It this a worthwhile salary? I heard if one does not recieve a basic salary of 30 000 AED a month its not worth persuing? It is for a IT technical lead role.

I realise this is a very difficult question to answer, but I would really appreciate a response.

OH BTW, its just me and my wife, who is going to work.

Thanks very much!


----------



## Andy Capp (Oct 5, 2008)

An IT technical lead role, hmmm, does that mean you can use a "search" function on a website? If so you never know, you might just find out the answer to your "very difficult question"


----------



## Guest (Dec 15, 2008)

Andy Capp said:


> An IT technical lead role, hmmm, does that mean you can use a "search" function on a website? If so you never know, you might just find out the answer to your "very difficult question"

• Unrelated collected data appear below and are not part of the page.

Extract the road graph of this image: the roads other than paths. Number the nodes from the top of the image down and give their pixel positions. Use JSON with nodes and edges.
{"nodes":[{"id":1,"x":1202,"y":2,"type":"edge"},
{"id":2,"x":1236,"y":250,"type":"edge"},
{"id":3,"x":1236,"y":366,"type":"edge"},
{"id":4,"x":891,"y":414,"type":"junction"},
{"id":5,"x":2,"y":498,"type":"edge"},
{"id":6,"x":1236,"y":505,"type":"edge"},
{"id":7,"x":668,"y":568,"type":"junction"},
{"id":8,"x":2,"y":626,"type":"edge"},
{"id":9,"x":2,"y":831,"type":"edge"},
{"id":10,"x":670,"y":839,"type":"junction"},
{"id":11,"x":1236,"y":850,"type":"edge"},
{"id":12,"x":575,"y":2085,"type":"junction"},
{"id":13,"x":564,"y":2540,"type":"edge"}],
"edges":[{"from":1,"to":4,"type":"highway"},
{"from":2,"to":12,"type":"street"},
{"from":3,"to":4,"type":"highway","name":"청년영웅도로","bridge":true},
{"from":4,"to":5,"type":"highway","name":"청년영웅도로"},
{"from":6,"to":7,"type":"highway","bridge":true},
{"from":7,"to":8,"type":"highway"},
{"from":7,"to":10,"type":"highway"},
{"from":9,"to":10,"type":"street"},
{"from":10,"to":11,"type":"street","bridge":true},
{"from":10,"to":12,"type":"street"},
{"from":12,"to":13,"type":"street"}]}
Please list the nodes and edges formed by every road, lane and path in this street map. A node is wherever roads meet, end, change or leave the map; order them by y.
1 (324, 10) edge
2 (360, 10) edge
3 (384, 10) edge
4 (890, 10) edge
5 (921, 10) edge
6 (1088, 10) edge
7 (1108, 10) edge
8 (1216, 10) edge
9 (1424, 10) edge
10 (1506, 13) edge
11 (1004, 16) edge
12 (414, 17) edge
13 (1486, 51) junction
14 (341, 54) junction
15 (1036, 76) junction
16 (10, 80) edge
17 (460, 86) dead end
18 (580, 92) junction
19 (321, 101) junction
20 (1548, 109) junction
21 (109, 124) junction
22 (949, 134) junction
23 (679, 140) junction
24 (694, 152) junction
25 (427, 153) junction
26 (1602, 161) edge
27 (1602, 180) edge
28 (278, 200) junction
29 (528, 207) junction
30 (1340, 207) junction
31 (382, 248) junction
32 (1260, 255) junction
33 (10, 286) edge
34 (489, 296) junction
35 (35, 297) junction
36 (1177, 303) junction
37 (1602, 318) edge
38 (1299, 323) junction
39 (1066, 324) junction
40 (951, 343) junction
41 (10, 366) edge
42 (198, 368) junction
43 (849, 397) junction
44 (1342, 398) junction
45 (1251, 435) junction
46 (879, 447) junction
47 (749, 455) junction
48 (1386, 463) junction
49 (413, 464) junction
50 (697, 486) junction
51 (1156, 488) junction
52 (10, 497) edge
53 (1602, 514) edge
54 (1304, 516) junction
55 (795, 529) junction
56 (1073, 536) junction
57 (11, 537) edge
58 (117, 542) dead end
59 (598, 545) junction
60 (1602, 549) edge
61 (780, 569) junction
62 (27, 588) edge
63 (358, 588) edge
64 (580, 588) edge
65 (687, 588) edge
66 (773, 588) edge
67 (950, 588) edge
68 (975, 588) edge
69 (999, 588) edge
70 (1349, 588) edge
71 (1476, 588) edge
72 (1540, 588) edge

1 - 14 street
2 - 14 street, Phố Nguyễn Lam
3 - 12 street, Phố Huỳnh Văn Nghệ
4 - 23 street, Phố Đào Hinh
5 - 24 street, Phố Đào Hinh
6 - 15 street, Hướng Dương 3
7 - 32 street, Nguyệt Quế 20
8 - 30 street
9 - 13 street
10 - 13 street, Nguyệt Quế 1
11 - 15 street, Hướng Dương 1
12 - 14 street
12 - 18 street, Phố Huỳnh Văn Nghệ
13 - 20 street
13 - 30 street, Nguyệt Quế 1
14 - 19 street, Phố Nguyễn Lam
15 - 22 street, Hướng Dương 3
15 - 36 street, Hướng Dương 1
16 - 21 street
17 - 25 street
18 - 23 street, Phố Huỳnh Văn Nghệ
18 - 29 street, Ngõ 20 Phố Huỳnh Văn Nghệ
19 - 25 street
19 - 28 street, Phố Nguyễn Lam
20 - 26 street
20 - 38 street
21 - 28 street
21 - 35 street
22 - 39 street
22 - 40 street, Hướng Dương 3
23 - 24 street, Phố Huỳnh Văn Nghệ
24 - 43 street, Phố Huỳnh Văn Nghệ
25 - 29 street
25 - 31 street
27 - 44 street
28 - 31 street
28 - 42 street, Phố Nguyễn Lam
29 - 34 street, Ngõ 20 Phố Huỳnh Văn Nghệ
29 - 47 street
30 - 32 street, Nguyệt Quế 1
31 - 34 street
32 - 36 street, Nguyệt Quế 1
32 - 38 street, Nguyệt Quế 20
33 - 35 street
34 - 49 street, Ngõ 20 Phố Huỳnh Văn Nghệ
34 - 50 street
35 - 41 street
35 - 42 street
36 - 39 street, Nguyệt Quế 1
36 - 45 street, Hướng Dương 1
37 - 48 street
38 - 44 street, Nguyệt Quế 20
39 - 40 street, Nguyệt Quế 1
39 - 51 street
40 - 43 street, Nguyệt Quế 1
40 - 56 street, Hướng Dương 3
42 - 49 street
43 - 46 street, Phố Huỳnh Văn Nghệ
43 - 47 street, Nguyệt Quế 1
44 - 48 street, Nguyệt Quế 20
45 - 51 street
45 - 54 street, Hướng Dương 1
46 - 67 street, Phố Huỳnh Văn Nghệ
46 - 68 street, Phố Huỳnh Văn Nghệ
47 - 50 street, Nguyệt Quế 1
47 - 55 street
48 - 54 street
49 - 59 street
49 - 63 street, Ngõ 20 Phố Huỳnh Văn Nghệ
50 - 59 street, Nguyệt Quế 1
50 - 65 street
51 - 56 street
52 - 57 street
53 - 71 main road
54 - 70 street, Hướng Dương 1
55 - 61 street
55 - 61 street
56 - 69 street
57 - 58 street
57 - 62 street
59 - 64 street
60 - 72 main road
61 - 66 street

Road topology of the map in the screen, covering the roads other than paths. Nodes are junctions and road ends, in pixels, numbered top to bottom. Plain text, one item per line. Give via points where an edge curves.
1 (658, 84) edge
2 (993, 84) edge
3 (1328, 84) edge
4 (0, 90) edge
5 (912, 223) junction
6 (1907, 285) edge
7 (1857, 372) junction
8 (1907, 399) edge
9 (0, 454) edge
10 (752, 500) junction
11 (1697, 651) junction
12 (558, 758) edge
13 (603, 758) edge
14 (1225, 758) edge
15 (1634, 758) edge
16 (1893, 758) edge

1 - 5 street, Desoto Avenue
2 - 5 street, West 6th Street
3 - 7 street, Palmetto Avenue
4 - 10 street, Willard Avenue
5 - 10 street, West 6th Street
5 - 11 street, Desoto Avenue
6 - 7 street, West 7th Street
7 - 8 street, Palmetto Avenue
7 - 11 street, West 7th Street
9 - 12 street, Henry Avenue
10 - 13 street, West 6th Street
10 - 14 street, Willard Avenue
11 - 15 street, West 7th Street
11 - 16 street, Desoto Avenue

hehe, well, thanks for the response, not really what I was expecting, anyhow, having searched through loads of stuff I found the best way to find out this information is from nice xpats who have the experience, as they say, no substitute for experience 

Thanks.


----------



## FlyingDodo (Aug 26, 2008)

Krod said:


> Hi,
> 
> I have recieved an offer from a company based out of Dubai and I really did not expect it. I was wondering about costs of living and if someone could give me a good or bad about this salary information I would really appreciate it  Thanks!
> 
> ...


If your wife will work as well, I think you will be quite comfortable. Your housing should cover a 1 bed flat rent here, so I think that your total salary package is quite good.


----------



## sifarrell (Jan 5, 2009)

Krod said:


> Hi,
> 
> It this a worthwhile salary? I heard if one does not recieve a basic salary of 30 000 AED a month its not worth persuing? It is for a IT technical lead role.




Hi, 

I have a similiar question. I have just been offered a role in Dubai as a Development Manager. The package is 25,000 AED p/m. The company is flying me from London and paying for a hotel till i get my own place. 

I am a little concerned its not enough. Can anyone please advise?
Experience wise the role is perfect, however I am just worried I might struggle to survive.

Should I be asking for more? or more inclusions?

Any thoughts would be helpful


----------